De Britten omsingelden en isoleerden ondertussen het Amerikaanse leger in Charleston. Op 14 april verpletterde een troepenmacht onder luitenant-kolonel Banastre Tarleton de Amerikaanse cavalerie onder brigadegeneraal Isaac Huger bij Moncks Corner, waardoor de Britten toegang kregen tot het gebied ten oosten van de Cooper River. Clinton stuurde Charles Lord Cornwallis en een detachement troepen over de Cooper om Amerikaanse vluchtpogingen te blokkeren. Toen de Amerikanen Lempriere’s Point (Hobcaw) evacueerden en de Royal Navy Fort Moultrie veroverde, hadden de Britten Charleston effectief omsingeld. De voltooiing van hun derde parallel stelde hen in staat de stad van nog dichterbij te bombarderen.
De overgavevoorwaarden die de Britten oplegden waren streng. Lincolns leger werd de eer van de oorlog ontzegd. Lincoln en zijn hogere officieren wachtten hun uitwisseling af in relatief comfortabele kwartieren, terwijl de soldaten en lagere officieren werden opgesloten in gevangenisschepen. Veel van de 2.500 Continentalen die zich overgaven overleefden hun gevangenschap niet. De Britten maakten meer dan 300 kanonnen en ongeveer 6.000 musketten buit, samen met grote voorraden buskruit. Over het algemeen vielen er relatief weinig slachtoffers tijdens het beleg, met minder dan 300 doden en gewonden aan beide kanten; een toevallige explosie in een magazijn na de overgave doodde twee keer zoveel mannen als tijdens het eigenlijke beleg.
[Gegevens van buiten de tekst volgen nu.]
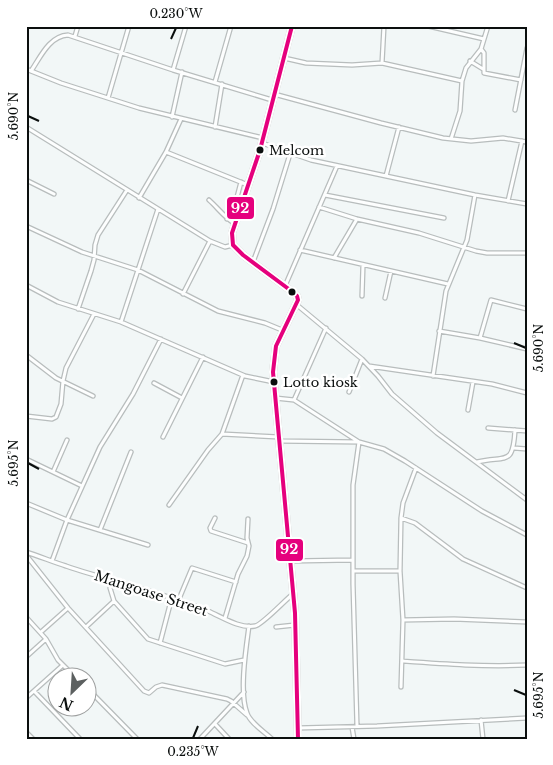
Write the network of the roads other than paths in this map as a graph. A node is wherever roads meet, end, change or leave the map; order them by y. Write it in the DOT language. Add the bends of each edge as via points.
graph roads {
  1 [pos="78,26"];
  2 [pos="129,26"];
  3 [pos="186,26"];
  4 [pos="231,26"];
  5 [pos="384,26"];
  6 [pos="428,26"];
  7 [pos="488,26"];
  8 [pos="290,27"];
  9 [pos="444,28"];
  10 [pos="75,36"];
  11 [pos="484,39"];
  12 [pos="527,48"];
  13 [pos="481,49"];
  14 [pos="121,53"];
  15 [pos="284,58"];
  16 [pos="470,61"];
  17 [pos="382,64"];
  18 [pos="483,68"];
  19 [pos="26,69"];
  20 [pos="173,70"];
  21 [pos="31,71"];
  22 [pos="182,72"];
  23 [pos="521,80"];
  24 [pos="462,81"];
  25 [pos="215,82"];
  26 [pos="222,84"];
  27 [pos="274,97"];
  28 [pos="108,98"];
  29 [pos="515,110"];
  30 [pos="172,117"];
  31 [pos="181,119"];
  32 [pos="26,127"];
  33 [pos="215,127"];
  34 [pos="399,127"];
  35 [pos="451,139"];
  36 [pos="262,141"];
  37 [pos="522,141"];
  38 [pos="527,142"];
  39 [pos="166,152"];
  40 [pos="290,154"];
  41 [pos="337,166"];
  42 [pos="386,176"];
  43 [pos="26,180"];
  44 [pos="241,182"];
  45 [pos="248,185"];
  46 [pos="127,190"];
  47 [pos="54,194"];
  48 [pos="325,195"];
  49 [pos="475,195"];
  50 [pos="139,198"];
  51 [pos="209,200"];
  52 [pos="508,201"];
  53 [pos="527,204"];
  54 [pos="318,207"];
  55 [pos="158,209"];
  56 [pos="444,218"];
  57 [pos="226,219"];
  58 [pos="357,219"];
  59 [pos="234,223"];
  60 [pos="26,226"];
  61 [pos="210,241"];
  62 [pos="233,245"];
  63 [pos="464,247"];
  64 [pos="300,250"];
  65 [pos="527,253"];
  66 [pos="93,255"];
  67 [pos="334,258"];
  68 [pos="253,263"];
  69 [pos="363,265"];
  70 [pos="138,270"];
  71 [pos="391,271"];
  72 [pos="26,284"];
  73 [pos="448,284"];
  74 [pos="284,286"];
  75 [pos="183,294"];
  76 [pos="362,296"];
  77 [pos="385,298"];
  78 [pos="297,305"];
  79 [pos="78,309"];
  80 [pos="527,309"];
  81 [pos="94,314"];
  82 [pos="122,322"];
  83 [pos="326,328"];
  84 [pos="282,330"];
  85 [pos="439,331"];
  86 [pos="480,338"];
  87 [pos="162,339"];
  88 [pos="527,349"];
  89 [pos="26,355"];
  90 [pos="203,357"];
  91 [pos="362,359"];
  92 [pos="368,366"];
  93 [pos="243,375"];
  94 [pos="433,376"];
  95 [pos="63,381"];
  96 [pos="274,382"];
  97 [pos="473,382"];
  98 [pos="154,383"];
  99 [pos="349,392"];
  100 [pos="527,394"];
  101 [pos="93,396"];
  102 [pos="182,398"];
  103 [pos="275,398"];
  104 [pos="294,400"];
  105 [pos="468,410"];
  106 [pos="26,416"];
  107 [pos="488,428"];
  108 [pos="515,430"];
  109 [pos="527,431"];
  110 [pos="222,434"];
  111 [pos="163,437"];
  112 [pos="279,439"];
  113 [pos="67,440"];
  114 [pos="359,442"];
  115 [pos="514,448"];
  116 [pos="527,449"];
  117 [pos="131,452"];
  118 [pos="26,459"];
  119 [pos="477,462"];
  120 [pos="416,468"];
  121 [pos="53,472"];
  122 [pos="82,486"];
  123 [pos="527,500"];
  124 [pos="26,502"];
  125 [pos="169,505"];
  126 [pos="215,518"];
  127 [pos="402,518"];
  128 [pos="248,519"];
  129 [pos="67,520"];
  130 [pos="100,530"];
  131 [pos="527,534"];
  132 [pos="248,543"];
  133 [pos="148,545"];
  134 [pos="26,553"];
  135 [pos="353,560"];
  136 [pos="52,561"];
  137 [pos="291,561"];
  138 [pos="354,570"];
  139 [pos="400,572"];
  140 [pos="112,579"];
  141 [pos="236,582"];
  142 [pos="527,588"];
  143 [pos="293,594"];
  144 [pos="172,598"];
  145 [pos="179,599"];
  146 [pos="114,602"];
  147 [pos="68,608"];
  148 [pos="27,618"];
  149 [pos="225,618"];
  150 [pos="403,620"];
  151 [pos="527,622"];
  152 [pos="295,625"];
  153 [pos="249,626"];
  154 [pos="276,626"];
  155 [pos="86,627"];
  156 [pos="41,632"];
  157 [pos="46,639"];
  158 [pos="160,643"];
  159 [pos="26,657"];
  160 [pos="244,660"];
  161 [pos="402,661"];
  162 [pos="63,665"];
  163 [pos="527,665"];
  164 [pos="66,668"];
  165 [pos="401,687"];
  166 [pos="34,691"];
  167 [pos="244,692"];
  168 [pos="26,698"];
  169 [pos="98,699"];
  170 [pos="234,703"];
  171 [pos="247,715"];
  172 [pos="527,718"];
  173 [pos="481,720"];
  174 [pos="215,724"];
  175 [pos="357,726"];
  176 [pos="352,727"];
  177 [pos="298,728"];
  178 [pos="26,732"];
  179 [pos="33,739"];
  180 [pos="80,739"];
  181 [pos="137,739"];
  182 [pos="200,739"];
  183 [pos="229,739"];
  184 [pos="272,739"];
  185 [pos="298,739"];
  186 [pos="354,739"];
  187 [pos="483,739"];
  1 -- 10 [label="street"];
  2 -- 14 [label="street"];
  3 -- 20 [label="street"];
  4 -- 25 [label="street"];
  5 -- 17 [label="street"];
  6 -- 9 [label="street"];
  7 -- 11 [label="street"];
  8 -- 15 [label="street"];
  9 -- 11 [label="street"];
  10 -- 14 [label="street"];
  10 -- 21 [label="street" via="63,35 52,42"];
  11 -- 13 [label="street"];
  12 -- 23 [label="street"];
  13 -- 16 [label="street"];
  13 -- 18 [label="street" via="484,53"];
  14 -- 20 [label="street"];
  14 -- 28 [label="street"];
  15 -- 17 [label="street" via="306,63"];
  15 -- 27 [label="street"];
  16 -- 18 [label="street"];
  16 -- 24 [label="street"];
  17 -- 24 [label="street"];
  18 -- 23 [label="street" via="486,74"];
  19 -- 21 [label="street"];
  20 -- 22 [label="street"];
  21 -- 28 [label="street"];
  22 -- 25 [label="street"];
  22 -- 30 [label="street"];
  23 -- 29 [label="street"];
  24 -- 35 [label="street" via="460,111"];
  25 -- 26 [label="street"];
  26 -- 27 [label="street"];
  26 -- 33 [label="street"];
  27 -- 34 [label="street"];
  27 -- 36 [label="street"];
  28 -- 30 [label="street"];
  30 -- 31 [label="street"];
  31 -- 33 [label="street"];
  31 -- 39 [label="street"];
  32 -- 46 [label="street"];
  33 -- 36 [label="street"];
  34 -- 35 [label="street"];
  34 -- 42 [label="street"];
  35 -- 37 [label="street"];
  36 -- 40 [label="street"];
  36 -- 45 [label="street"];
  37 -- 38 [label="street"];
  37 -- 52 [label="street"];
  39 -- 44 [label="street"];
  39 -- 50 [label="street"];
  40 -- 41 [label="street"];
  40 -- 68 [label="street"];
  41 -- 42 [label="street"];
  41 -- 48 [label="street"];
  42 -- 49 [label="street"];
  43 -- 47 [label="street"];
  44 -- 45 [label="street"];
  44 -- 57 [label="street" via="236,201"];
  45 -- 59 [label="street"];
  46 -- 50 [label="street"];
  46 -- 66 [label="street" via="98,235"];
  48 -- 54 [label="street"];
  48 -- 56 [label="street"];
  49 -- 52 [label="street"];
  49 -- 63 [label="street"];
  50 -- 55 [label="street"];
  51 -- 57 [label="street"];
  52 -- 53 [label="street"];
  54 -- 58 [label="street"];
  54 -- 64 [label="street"];
  55 -- 61 [label="street"];
  55 -- 70 [label="street"];
  57 -- 59 [label="street"];
  58 -- 63 [label="street"];
  58 -- 67 [label="street"];
  59 -- 62 [label="street"];
  60 -- 66 [label="street"];
  61 -- 62 [label="street" via="225,247"];
  61 -- 75 [label="street"];
  62 -- 68 [label="street"];
  63 -- 65 [label="street" via="487,253"];
  63 -- 73 [label="street"];
  64 -- 67 [label="street"];
  64 -- 74 [label="street"];
  66 -- 70 [label="street"];
  66 -- 79 [label="street"];
  67 -- 69 [label="street"];
  68 -- 74 [label="street"];
  69 -- 71 [label="street"];
  69 -- 76 [label="street"];
  70 -- 75 [label="street"];
  70 -- 82 [label="street"];
  71 -- 73 [label="street"];
  71 -- 77 [label="street"];
  72 -- 79 [label="street"];
  73 -- 85 [label="street"];
  74 -- 78 [label="street" via="297,296"];
  75 -- 84 [label="street" via="218,311"];
  78 -- 83 [label="street"];
  78 -- 84 [label="street"];
  79 -- 81 [label="street"];
  80 -- 86 [label="street" via="491,300"];
  81 -- 82 [label="street"];
  81 -- 95 [label="street" via="66,368"];
  82 -- 87 [label="street"];
  83 -- 91 [label="street"];
  83 -- 104 [label="street"];
  84 -- 96 [label="street" via="274,355"];
  85 -- 86 [label="street"];
  85 -- 94 [label="street"];
  86 -- 88 [label="street"];
  87 -- 90 [label="street"];
  87 -- 122 [label="street" via="100,447"];
  89 -- 95 [label="street"];
  90 -- 93 [label="street"];
  90 -- 102 [label="street"];
  91 -- 92 [label="street"];
  91 -- 99 [label="street"];
  92 -- 94 [label="street"];
  92 -- 119 [label="street" via="392,394 437,434"];
  93 -- 96 [label="street"];
  93 -- 110 [label="street"];
  94 -- 97 [label="street"];
  95 -- 101 [label="street"];
  95 -- 106 [label="street" via="61,404 55,419"];
  96 -- 103 [label="street"];
  97 -- 100 [label="street"];
  97 -- 105 [label="street"];
  98 -- 102 [label="street"];
  102 -- 111 [label="street"];
  103 -- 104 [label="street"];
  103 -- 112 [label="street"];
  104 -- 114 [label="street"];
  107 -- 108 [label="street"];
  108 -- 109 [label="street"];
  108 -- 115 [label="street"];
  110 -- 112 [label="street"];
  110 -- 125 [label="street"];
  112 -- 114 [label="street"];
  112 -- 137 [label="street"];
  113 -- 121 [label="street"];
  114 -- 120 [label="street" via="384,449"];
  114 -- 135 [label="street" via="353,485"];
  115 -- 116 [label="street"];
  115 -- 119 [label="street" via="506,459"];
  117 -- 130 [label="street"];
  118 -- 121 [label="street"];
  119 -- 123 [label="street"];
  120 -- 127 [label="street" via="405,495"];
  120 -- 131 [label="street" via="482,511"];
  121 -- 122 [label="street"];
  122 -- 129 [label="street"];
  124 -- 129 [label="street"];
  126 -- 132 [label="street" via="211,531"];
  127 -- 139 [label="street"];
  127 -- 142 [label="street" via="415,523 463,559"];
  128 -- 132 [label="street"];
  129 -- 130 [label="street"];
  129 -- 136 [label="street"];
  130 -- 133 [label="street"];
  132 -- 141 [label="street" via="247,556"];
  134 -- 136 [label="street, Mangoase Street"];
  134 -- 147 [label="street"];
  135 -- 137 [label="street"];
  135 -- 138 [label="street"];
  136 -- 140 [label="street, Mangoase Street"];
  137 -- 143 [label="street"];
  138 -- 139 [label="street"];
  138 -- 175 [label="street"];
  139 -- 150 [label="street"];
  140 -- 144 [label="street, Mangoase Street"];
  140 -- 146 [label="street"];
  141 -- 145 [label="street" via="192,568"];
  141 -- 149 [label="street"];
  143 -- 152 [label="street"];
  143 -- 153 [label="street" via="258,626"];
  144 -- 145 [label="street, Mangoase Street"];
  144 -- 158 [label="street"];
  145 -- 149 [label="street, Mangoase Street"];
  146 -- 155 [label="street"];
  146 -- 158 [label="street" via="148,639"];
  147 -- 155 [label="street"];
  147 -- 156 [label="street"];
  148 -- 156 [label="street"];
  149 -- 153 [label="street, Mangoase Street"];
  150 -- 151 [label="street"];
  150 -- 161 [label="street"];
  152 -- 154 [label="street"];
  152 -- 177 [label="street"];
  153 -- 160 [label="street"];
  155 -- 170 [label="street" via="146,693 162,685"];
  156 -- 157 [label="street"];
  157 -- 159 [label="street"];
  157 -- 162 [label="street"];
  158 -- 160 [label="street" via="225,664"];
  160 -- 167 [label="street"];
  161 -- 163 [label="street"];
  161 -- 165 [label="street"];
  162 -- 164 [label="street"];
  162 -- 166 [label="street"];
  166 -- 168 [label="street"];
  166 -- 180 [label="street"];
  167 -- 170 [label="street"];
  167 -- 171 [label="street"];
  169 -- 181 [label="street"];
  170 -- 171 [label="street"];
  170 -- 174 [label="street"];
  171 -- 184 [label="street"];
  172 -- 173 [label="street"];
  173 -- 175 [label="street"];
  173 -- 187 [label="street"];
  174 -- 182 [label="street"];
  174 -- 183 [label="street"];
  175 -- 176 [label="street"];
  176 -- 177 [label="street"];
  176 -- 186 [label="street"];
  177 -- 185 [label="street"];
  178 -- 179 [label="street"];
}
De grootste Britse overwinning van de oorlog tilde Sir Henry Clinton naar het hoogtepunt van zijn militaire carrière. Voordat Clinton vanuit South Carolina naar New York vertrok, liet hij de commandant van het theater, Cornwallis, specifieke instructies na om Charleston en South Carolina veilig te stellen. Clinton beging op 3 juni 1780 ook een grove fout door een proclamatie uit te vaardigen waarin hij verklaarde dat alle mannen die parool waren vrijgelaten uit die staat en trouw aan de kroon moesten zweren, en geacht werden dienst te doen wanneer de regering van Zijne Majesteit hem daartoe opdracht gaf. Deze vergissing stuurde meer Amerikanen in de patriotten gelederen en liet Cornwallis voor de moeilijke taak staan om de Britse controle in heel Zuid-Carolina op te leggen.